In the data below, find the line containing "index dip: (971, 677)", then set down that line and every later line up to and including the line containing "index tip: (430, 254)", exactly.
(Excerpted records)
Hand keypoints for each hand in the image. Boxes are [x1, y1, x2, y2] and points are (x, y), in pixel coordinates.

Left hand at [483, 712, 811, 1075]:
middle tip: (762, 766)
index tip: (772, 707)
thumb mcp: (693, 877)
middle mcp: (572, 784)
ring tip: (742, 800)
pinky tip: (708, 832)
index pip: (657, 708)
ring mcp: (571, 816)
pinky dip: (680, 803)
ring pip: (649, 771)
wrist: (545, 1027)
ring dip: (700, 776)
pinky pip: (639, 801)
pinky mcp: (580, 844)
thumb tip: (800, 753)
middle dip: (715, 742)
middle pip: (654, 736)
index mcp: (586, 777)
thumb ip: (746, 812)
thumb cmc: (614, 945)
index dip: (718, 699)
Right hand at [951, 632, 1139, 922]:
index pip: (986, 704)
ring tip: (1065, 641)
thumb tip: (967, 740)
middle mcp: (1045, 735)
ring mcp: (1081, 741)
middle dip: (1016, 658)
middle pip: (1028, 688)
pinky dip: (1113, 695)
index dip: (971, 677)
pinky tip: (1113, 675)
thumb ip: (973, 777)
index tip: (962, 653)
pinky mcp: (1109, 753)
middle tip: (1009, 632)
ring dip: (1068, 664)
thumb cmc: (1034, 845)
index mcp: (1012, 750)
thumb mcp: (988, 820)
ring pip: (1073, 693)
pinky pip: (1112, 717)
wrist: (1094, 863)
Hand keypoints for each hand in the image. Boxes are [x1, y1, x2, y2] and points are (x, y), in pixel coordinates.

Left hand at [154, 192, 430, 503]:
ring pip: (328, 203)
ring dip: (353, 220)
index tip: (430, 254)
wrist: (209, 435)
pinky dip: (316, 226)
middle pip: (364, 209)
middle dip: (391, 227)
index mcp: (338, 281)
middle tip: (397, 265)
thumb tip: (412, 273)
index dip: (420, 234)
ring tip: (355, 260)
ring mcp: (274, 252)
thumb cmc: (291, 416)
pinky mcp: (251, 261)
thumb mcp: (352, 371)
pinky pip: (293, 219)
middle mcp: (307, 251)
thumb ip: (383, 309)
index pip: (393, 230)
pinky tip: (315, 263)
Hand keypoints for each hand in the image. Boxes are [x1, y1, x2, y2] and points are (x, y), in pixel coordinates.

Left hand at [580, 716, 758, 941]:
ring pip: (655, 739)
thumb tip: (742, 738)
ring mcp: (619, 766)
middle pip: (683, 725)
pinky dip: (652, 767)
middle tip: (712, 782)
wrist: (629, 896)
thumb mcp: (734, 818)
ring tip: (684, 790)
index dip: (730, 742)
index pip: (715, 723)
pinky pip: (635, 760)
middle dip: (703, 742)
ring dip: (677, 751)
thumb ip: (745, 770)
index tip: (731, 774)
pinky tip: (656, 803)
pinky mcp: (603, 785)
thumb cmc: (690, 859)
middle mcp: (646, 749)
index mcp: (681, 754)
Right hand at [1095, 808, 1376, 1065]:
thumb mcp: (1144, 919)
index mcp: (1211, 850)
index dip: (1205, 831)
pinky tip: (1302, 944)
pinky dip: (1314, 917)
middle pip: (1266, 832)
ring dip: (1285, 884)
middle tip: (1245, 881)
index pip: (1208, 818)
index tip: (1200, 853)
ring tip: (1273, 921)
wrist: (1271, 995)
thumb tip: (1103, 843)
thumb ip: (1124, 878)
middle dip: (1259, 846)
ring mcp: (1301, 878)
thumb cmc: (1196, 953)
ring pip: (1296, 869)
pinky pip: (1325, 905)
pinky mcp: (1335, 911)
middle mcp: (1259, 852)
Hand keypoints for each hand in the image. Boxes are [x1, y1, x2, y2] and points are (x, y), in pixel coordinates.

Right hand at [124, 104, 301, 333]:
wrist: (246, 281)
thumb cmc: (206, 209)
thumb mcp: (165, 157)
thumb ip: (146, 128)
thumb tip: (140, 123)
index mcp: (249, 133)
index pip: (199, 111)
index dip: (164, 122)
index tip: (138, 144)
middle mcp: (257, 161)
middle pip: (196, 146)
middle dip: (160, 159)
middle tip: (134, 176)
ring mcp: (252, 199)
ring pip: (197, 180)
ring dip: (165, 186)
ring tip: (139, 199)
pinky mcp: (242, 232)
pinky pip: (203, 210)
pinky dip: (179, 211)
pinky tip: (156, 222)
(End Excerpted records)
Reply to the task =>
index dip: (971, 677)
pinky tip: (1113, 675)
thumb ip: (973, 777)
index tip: (962, 653)
pinky mcp: (1109, 753)
middle tip: (1009, 632)
ring dip: (1068, 664)
thumb cmc: (1034, 845)
index mcp: (1012, 750)
thumb mcp: (988, 820)
ring pip: (1073, 693)
pinky pip: (1112, 717)
wrist: (1094, 863)
Hand keypoints for each hand in the image. Boxes are [x1, y1, x2, y2] and points are (x, y), in pixel coordinates.

Left hand at [154, 192, 430, 503]:
ring pip: (328, 203)
ring dip: (353, 220)
index tip: (430, 254)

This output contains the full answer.